*Aim of the task*.
With the images excluded, set down every line of the listing below exactly.
• • • •
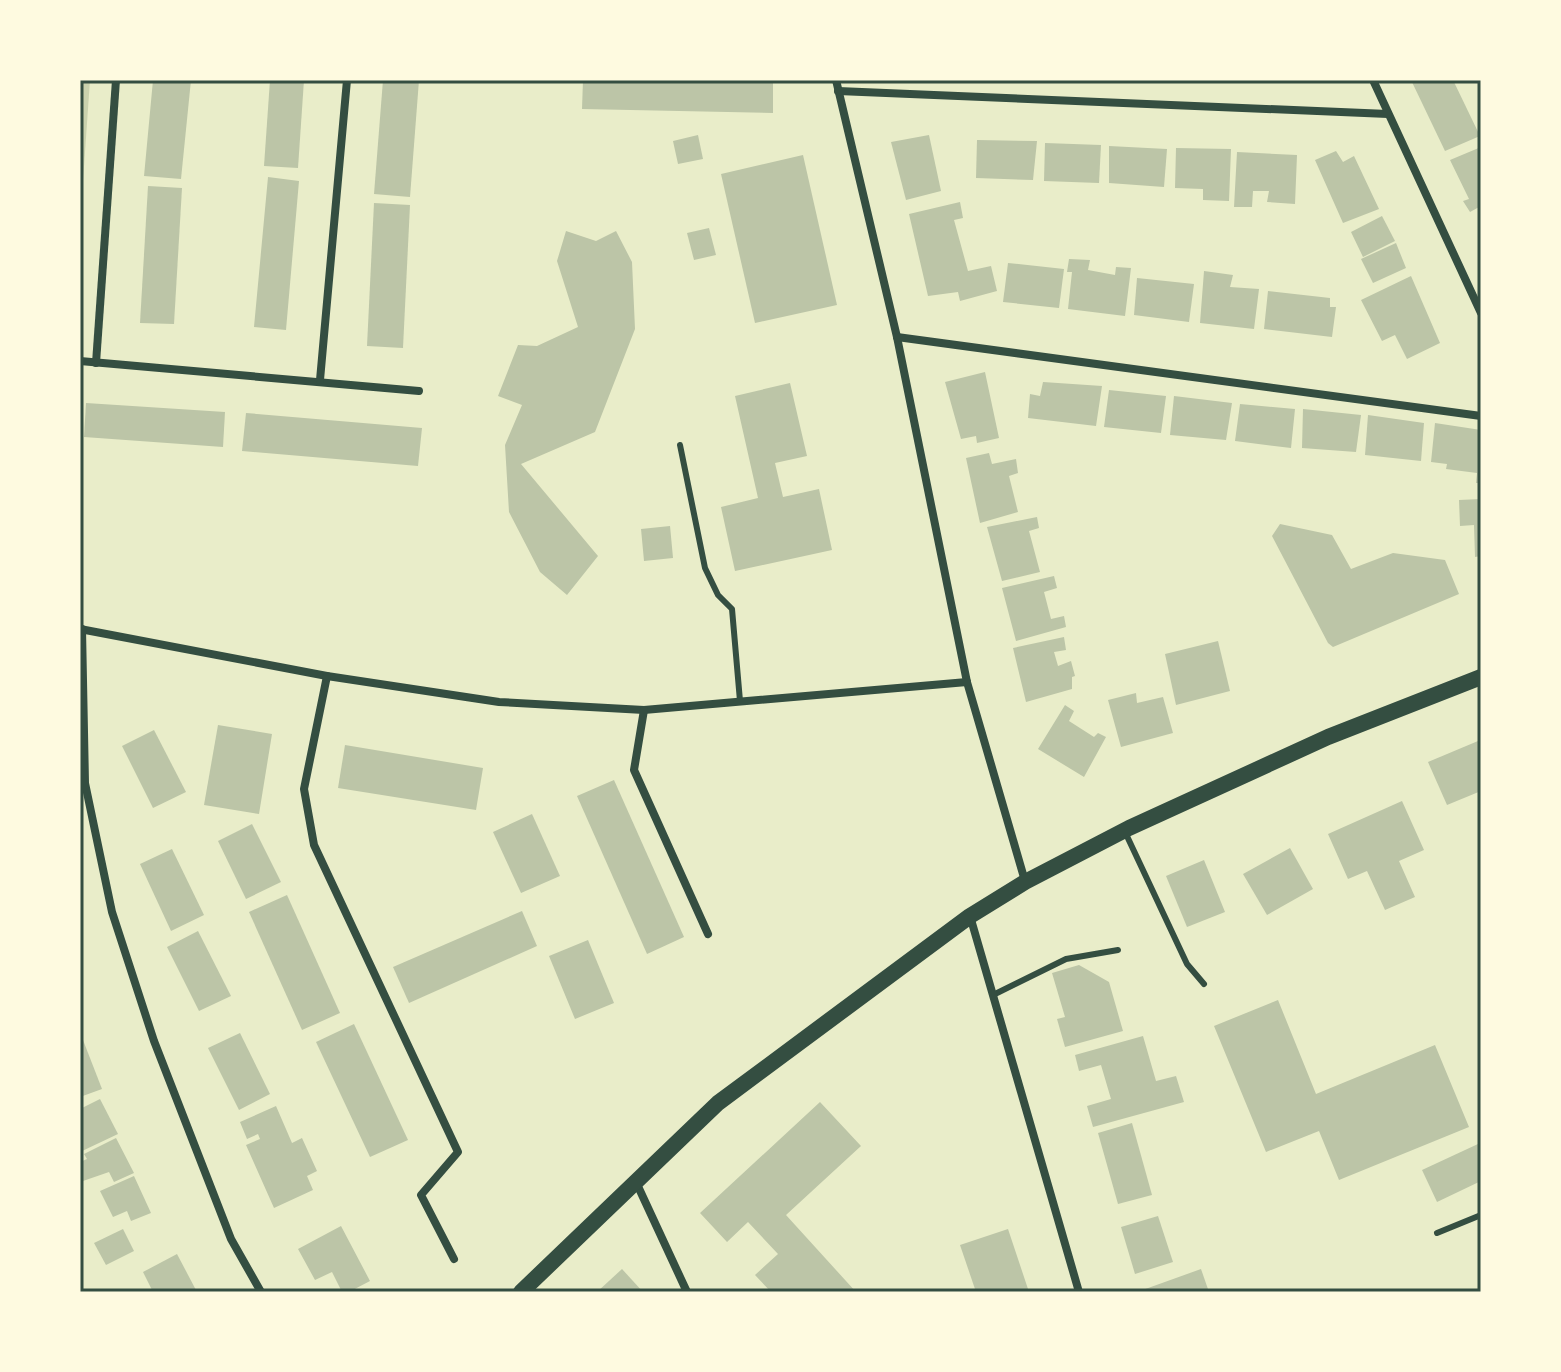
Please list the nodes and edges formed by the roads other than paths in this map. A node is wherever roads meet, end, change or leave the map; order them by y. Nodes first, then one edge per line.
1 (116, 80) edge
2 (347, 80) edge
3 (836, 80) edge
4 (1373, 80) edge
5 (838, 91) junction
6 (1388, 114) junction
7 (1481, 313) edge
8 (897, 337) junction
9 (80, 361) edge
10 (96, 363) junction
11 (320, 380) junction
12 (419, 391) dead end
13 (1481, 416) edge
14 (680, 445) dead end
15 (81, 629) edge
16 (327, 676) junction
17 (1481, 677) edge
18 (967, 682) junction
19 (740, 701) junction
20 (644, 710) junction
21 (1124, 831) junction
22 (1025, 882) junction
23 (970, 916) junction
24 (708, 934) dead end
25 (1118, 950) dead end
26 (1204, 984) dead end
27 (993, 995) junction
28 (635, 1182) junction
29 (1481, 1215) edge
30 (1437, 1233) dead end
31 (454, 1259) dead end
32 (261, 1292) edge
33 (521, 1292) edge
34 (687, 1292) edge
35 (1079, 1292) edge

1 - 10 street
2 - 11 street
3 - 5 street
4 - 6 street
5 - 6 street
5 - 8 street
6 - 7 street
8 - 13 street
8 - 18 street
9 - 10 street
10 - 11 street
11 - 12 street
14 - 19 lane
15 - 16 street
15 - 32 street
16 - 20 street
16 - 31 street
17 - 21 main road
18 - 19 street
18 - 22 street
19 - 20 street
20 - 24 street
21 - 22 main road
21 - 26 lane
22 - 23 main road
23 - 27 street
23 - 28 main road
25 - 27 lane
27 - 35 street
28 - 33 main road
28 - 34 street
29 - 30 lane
• • • •
*Answer area*.
Please list the nodes and edges formed by the roads other than paths in this map. A node is wherever roads meet, end, change or leave the map; order them by y. Nodes first, then one edge per line.
1 (116, 80) edge
2 (347, 80) edge
3 (836, 80) edge
4 (1373, 80) edge
5 (838, 91) junction
6 (1388, 114) junction
7 (1481, 313) edge
8 (897, 337) junction
9 (80, 361) edge
10 (96, 363) junction
11 (320, 380) junction
12 (419, 391) dead end
13 (1481, 416) edge
14 (680, 445) dead end
15 (81, 629) edge
16 (327, 676) junction
17 (1481, 677) edge
18 (967, 682) junction
19 (740, 701) junction
20 (644, 710) junction
21 (1124, 831) junction
22 (1025, 882) junction
23 (970, 916) junction
24 (708, 934) dead end
25 (1118, 950) dead end
26 (1204, 984) dead end
27 (993, 995) junction
28 (635, 1182) junction
29 (1481, 1215) edge
30 (1437, 1233) dead end
31 (454, 1259) dead end
32 (261, 1292) edge
33 (521, 1292) edge
34 (687, 1292) edge
35 (1079, 1292) edge

1 - 10 street
2 - 11 street
3 - 5 street
4 - 6 street
5 - 6 street
5 - 8 street
6 - 7 street
8 - 13 street
8 - 18 street
9 - 10 street
10 - 11 street
11 - 12 street
14 - 19 lane
15 - 16 street
15 - 32 street
16 - 20 street
16 - 31 street
17 - 21 main road
18 - 19 street
18 - 22 street
19 - 20 street
20 - 24 street
21 - 22 main road
21 - 26 lane
22 - 23 main road
23 - 27 street
23 - 28 main road
25 - 27 lane
27 - 35 street
28 - 33 main road
28 - 34 street
29 - 30 lane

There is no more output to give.